___ GIVEN INFORMATION ___

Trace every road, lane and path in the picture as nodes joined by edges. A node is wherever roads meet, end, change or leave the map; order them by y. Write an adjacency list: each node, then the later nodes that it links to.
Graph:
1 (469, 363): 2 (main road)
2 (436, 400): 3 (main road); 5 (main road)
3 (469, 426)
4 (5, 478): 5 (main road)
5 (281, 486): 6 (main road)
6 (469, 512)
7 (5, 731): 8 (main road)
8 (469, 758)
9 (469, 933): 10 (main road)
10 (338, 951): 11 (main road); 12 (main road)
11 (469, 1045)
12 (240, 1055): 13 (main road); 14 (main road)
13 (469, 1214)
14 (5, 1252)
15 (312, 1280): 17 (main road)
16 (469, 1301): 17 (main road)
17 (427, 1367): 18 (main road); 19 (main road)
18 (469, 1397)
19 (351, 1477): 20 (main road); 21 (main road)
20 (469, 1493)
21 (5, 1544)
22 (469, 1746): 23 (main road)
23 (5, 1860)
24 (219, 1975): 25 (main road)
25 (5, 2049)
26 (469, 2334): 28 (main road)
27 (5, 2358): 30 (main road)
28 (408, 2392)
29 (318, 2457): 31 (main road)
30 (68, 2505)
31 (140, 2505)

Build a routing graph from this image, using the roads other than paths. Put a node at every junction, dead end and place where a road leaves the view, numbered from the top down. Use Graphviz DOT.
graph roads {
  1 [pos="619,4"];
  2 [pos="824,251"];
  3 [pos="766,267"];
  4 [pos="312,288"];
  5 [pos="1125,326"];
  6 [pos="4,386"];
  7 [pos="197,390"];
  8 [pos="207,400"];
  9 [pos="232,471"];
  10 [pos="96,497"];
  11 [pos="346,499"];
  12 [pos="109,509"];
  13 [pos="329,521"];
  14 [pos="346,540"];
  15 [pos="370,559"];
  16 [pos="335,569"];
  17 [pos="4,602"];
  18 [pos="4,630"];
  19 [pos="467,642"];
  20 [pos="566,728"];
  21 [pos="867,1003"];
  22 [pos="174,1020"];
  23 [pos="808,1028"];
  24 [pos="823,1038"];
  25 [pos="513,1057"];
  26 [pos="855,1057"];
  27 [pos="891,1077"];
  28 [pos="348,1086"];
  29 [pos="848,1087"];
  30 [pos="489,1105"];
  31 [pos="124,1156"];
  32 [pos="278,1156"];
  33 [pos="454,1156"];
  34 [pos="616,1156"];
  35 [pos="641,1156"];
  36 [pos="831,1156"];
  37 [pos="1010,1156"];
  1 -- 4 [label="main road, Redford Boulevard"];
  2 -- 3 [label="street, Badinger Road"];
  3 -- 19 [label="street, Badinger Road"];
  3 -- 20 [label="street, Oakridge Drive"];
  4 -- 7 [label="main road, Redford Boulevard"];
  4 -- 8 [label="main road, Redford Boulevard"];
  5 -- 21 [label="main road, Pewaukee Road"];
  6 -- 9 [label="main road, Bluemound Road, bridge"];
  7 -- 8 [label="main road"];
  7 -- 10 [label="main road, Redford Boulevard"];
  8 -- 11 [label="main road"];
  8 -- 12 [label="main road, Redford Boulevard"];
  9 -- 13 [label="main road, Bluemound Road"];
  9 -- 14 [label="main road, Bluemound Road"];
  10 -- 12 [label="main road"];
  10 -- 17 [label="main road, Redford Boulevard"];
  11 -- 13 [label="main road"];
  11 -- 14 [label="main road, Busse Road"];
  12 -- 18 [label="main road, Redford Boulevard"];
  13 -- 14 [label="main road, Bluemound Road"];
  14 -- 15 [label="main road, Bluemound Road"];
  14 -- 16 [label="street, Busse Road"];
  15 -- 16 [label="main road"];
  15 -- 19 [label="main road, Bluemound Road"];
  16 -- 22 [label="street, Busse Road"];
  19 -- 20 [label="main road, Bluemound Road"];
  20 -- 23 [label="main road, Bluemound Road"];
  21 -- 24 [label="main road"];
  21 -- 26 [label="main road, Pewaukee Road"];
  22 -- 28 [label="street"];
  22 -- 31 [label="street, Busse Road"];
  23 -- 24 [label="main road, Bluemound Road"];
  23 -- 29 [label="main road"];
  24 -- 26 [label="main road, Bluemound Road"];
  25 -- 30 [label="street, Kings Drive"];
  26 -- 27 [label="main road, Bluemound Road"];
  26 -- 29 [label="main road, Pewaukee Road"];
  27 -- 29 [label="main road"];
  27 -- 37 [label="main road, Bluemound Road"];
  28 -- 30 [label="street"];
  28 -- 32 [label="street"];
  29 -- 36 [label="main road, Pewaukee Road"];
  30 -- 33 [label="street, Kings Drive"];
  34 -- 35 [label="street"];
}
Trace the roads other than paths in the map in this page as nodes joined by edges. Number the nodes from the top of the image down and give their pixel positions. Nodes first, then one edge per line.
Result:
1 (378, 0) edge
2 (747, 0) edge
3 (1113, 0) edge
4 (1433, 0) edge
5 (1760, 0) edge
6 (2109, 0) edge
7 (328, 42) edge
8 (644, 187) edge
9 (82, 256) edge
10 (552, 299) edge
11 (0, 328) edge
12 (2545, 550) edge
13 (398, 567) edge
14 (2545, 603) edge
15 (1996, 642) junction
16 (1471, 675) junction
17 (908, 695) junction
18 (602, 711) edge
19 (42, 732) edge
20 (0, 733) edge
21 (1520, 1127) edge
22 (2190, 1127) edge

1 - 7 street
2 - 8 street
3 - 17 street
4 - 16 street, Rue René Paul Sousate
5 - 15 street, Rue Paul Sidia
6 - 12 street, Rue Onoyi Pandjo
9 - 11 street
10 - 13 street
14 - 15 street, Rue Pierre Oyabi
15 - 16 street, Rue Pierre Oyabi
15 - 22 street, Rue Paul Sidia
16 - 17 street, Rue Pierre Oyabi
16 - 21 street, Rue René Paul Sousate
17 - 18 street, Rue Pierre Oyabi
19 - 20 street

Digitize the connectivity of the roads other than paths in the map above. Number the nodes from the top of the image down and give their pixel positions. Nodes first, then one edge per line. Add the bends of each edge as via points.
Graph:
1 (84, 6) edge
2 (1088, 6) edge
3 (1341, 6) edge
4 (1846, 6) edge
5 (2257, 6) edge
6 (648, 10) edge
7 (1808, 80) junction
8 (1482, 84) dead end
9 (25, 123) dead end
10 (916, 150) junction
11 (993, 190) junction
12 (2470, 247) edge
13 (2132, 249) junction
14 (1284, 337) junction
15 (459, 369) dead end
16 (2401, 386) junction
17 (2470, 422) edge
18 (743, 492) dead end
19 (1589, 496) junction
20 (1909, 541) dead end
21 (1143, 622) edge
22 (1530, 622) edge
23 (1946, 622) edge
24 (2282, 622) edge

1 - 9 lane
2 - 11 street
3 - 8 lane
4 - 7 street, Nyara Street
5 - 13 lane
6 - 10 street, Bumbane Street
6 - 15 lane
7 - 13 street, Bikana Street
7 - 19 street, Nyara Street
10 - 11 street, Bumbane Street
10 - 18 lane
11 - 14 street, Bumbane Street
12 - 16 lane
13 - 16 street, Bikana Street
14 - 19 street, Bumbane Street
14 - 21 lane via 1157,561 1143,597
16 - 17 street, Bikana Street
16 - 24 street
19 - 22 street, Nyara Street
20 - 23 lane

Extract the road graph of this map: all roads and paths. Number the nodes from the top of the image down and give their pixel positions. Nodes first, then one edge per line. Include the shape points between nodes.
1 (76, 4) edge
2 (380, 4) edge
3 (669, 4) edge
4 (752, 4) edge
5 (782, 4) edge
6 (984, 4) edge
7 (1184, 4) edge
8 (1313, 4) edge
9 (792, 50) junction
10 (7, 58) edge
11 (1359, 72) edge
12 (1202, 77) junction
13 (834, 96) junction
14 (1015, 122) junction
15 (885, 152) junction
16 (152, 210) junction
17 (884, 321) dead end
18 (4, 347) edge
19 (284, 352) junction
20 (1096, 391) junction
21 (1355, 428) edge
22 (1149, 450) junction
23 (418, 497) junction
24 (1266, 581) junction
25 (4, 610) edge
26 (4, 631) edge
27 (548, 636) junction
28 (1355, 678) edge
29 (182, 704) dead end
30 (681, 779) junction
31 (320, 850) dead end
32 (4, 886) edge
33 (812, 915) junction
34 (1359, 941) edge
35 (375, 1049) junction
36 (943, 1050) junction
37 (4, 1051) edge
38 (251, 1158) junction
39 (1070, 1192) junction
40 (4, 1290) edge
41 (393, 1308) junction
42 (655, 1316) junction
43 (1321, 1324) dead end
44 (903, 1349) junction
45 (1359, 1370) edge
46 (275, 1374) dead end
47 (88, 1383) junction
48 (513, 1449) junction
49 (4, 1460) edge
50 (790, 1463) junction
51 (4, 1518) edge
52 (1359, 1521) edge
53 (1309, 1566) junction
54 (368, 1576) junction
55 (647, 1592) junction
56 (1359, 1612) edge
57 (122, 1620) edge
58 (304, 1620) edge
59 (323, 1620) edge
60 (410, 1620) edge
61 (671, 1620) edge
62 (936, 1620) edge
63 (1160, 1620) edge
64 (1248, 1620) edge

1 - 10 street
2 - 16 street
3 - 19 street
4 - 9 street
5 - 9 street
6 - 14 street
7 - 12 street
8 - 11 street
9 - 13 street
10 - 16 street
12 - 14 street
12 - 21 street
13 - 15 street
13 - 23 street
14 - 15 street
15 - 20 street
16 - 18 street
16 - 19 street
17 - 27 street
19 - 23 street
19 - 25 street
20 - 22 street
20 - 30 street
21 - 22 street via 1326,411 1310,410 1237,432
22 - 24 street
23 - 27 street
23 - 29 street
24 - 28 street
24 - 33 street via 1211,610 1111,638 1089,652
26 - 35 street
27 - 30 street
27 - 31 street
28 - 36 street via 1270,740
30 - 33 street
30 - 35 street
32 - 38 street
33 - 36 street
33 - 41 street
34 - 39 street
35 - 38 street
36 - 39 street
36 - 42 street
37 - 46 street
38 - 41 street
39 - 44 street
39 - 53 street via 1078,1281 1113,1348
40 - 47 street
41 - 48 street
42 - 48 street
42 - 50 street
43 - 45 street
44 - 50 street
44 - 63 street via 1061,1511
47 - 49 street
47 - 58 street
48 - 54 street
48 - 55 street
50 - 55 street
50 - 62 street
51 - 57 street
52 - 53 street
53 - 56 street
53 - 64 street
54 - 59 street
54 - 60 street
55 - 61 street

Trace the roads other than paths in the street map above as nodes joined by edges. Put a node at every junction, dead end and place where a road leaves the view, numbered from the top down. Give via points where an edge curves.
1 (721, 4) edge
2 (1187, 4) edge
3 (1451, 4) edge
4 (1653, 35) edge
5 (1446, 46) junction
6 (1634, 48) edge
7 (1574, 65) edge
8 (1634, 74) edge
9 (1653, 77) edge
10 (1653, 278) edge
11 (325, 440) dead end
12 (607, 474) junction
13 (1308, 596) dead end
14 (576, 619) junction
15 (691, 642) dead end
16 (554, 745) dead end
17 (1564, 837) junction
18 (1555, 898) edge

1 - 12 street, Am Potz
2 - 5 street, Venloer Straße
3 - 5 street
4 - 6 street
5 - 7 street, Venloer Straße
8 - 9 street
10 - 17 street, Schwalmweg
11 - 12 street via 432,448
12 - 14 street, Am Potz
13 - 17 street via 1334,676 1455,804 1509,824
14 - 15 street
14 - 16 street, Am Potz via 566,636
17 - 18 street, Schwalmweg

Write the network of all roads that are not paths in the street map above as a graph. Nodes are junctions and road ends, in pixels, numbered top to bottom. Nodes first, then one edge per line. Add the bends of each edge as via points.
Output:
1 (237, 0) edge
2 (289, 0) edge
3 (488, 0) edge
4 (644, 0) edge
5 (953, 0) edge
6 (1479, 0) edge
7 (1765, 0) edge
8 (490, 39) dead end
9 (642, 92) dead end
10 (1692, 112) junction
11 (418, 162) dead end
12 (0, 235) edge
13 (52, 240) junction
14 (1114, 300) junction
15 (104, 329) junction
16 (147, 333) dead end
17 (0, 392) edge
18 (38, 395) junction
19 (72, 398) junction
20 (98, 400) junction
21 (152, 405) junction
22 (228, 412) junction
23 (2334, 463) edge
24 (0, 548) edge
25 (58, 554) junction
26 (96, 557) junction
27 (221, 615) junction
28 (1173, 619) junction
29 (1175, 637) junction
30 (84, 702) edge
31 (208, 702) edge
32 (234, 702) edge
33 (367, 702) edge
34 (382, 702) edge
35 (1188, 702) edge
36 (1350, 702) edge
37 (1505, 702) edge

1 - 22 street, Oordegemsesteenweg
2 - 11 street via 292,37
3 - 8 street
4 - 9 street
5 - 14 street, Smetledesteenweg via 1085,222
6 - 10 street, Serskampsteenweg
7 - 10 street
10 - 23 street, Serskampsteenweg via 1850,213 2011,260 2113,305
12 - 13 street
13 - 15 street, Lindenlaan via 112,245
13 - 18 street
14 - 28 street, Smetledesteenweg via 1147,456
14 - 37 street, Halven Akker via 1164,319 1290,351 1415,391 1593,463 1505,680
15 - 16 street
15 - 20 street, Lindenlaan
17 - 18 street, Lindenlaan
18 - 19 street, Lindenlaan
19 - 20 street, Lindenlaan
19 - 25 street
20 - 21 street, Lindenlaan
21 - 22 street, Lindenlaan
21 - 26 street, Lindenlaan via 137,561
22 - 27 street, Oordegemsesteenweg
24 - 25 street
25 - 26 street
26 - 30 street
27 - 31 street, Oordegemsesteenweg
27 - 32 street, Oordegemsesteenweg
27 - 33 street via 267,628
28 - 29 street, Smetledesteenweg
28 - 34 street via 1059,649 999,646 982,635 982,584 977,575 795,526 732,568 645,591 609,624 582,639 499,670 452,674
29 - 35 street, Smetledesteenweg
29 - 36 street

___

From the data above, copy every line where "Nyara" appears.

ANSWER TO THIS PROBLEM.
4 - 7 street, Nyara Street
7 - 19 street, Nyara Street
19 - 22 street, Nyara Street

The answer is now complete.